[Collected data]
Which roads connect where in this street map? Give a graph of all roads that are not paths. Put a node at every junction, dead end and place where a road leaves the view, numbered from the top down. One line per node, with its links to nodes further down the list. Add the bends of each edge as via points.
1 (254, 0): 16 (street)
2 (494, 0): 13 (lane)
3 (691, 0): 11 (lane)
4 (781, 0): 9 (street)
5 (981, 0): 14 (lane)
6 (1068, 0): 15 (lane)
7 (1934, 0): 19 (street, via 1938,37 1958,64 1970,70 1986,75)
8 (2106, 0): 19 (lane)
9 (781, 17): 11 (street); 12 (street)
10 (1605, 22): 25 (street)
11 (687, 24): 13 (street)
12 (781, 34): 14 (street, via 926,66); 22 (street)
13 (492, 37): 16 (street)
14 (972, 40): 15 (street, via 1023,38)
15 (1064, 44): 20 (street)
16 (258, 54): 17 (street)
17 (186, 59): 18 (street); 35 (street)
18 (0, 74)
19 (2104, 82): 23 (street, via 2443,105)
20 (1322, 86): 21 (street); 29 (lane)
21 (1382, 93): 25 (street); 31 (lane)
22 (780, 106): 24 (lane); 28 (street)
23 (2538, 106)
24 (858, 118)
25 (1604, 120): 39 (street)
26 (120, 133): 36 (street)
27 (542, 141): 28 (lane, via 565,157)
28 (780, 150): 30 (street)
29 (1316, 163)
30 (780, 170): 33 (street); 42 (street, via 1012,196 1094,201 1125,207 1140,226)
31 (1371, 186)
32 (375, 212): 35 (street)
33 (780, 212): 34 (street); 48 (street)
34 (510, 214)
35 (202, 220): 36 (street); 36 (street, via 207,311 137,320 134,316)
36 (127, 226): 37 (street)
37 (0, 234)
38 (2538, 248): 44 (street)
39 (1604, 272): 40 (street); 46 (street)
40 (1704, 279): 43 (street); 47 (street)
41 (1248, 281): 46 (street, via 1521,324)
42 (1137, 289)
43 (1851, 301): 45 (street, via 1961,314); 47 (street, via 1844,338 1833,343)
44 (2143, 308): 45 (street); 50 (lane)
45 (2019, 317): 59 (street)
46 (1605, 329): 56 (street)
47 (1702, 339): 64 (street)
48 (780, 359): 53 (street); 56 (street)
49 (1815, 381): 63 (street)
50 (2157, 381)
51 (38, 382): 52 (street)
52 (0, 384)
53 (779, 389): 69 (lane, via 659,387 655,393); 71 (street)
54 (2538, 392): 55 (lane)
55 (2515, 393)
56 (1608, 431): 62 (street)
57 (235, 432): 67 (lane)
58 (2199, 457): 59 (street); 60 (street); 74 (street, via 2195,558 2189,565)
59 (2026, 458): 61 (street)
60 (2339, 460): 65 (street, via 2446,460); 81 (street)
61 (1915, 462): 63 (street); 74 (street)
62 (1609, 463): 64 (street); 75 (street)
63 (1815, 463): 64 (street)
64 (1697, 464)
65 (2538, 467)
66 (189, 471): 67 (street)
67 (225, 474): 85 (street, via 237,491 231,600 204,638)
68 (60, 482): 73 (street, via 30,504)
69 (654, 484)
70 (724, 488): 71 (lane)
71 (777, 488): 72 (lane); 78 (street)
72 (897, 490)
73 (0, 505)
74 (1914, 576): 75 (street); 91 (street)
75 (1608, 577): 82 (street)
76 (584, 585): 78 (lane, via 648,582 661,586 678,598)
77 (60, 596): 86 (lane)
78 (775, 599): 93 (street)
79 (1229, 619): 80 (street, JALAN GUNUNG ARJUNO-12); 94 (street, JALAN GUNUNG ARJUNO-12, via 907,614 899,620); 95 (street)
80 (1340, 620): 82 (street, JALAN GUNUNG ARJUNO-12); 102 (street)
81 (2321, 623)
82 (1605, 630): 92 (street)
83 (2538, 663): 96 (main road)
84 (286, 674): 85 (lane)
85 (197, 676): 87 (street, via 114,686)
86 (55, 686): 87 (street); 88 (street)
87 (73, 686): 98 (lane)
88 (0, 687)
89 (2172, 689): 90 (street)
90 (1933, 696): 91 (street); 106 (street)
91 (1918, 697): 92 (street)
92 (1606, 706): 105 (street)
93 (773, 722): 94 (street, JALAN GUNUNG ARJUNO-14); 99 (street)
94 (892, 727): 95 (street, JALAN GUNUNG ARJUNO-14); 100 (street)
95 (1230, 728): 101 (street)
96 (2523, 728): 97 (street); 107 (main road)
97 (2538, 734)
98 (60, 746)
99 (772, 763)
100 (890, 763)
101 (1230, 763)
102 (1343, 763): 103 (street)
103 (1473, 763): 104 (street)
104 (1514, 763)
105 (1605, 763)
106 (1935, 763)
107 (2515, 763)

* WHAT THE EXERCISE ASKS
Which lines of the data contain the string "GUNUNG"? Copy each one.

* WORKED SOLUTION
79 (1229, 619): 80 (street, JALAN GUNUNG ARJUNO-12); 94 (street, JALAN GUNUNG ARJUNO-12, via 907,614 899,620); 95 (street)
80 (1340, 620): 82 (street, JALAN GUNUNG ARJUNO-12); 102 (street)
93 (773, 722): 94 (street, JALAN GUNUNG ARJUNO-14); 99 (street)
94 (892, 727): 95 (street, JALAN GUNUNG ARJUNO-14); 100 (street)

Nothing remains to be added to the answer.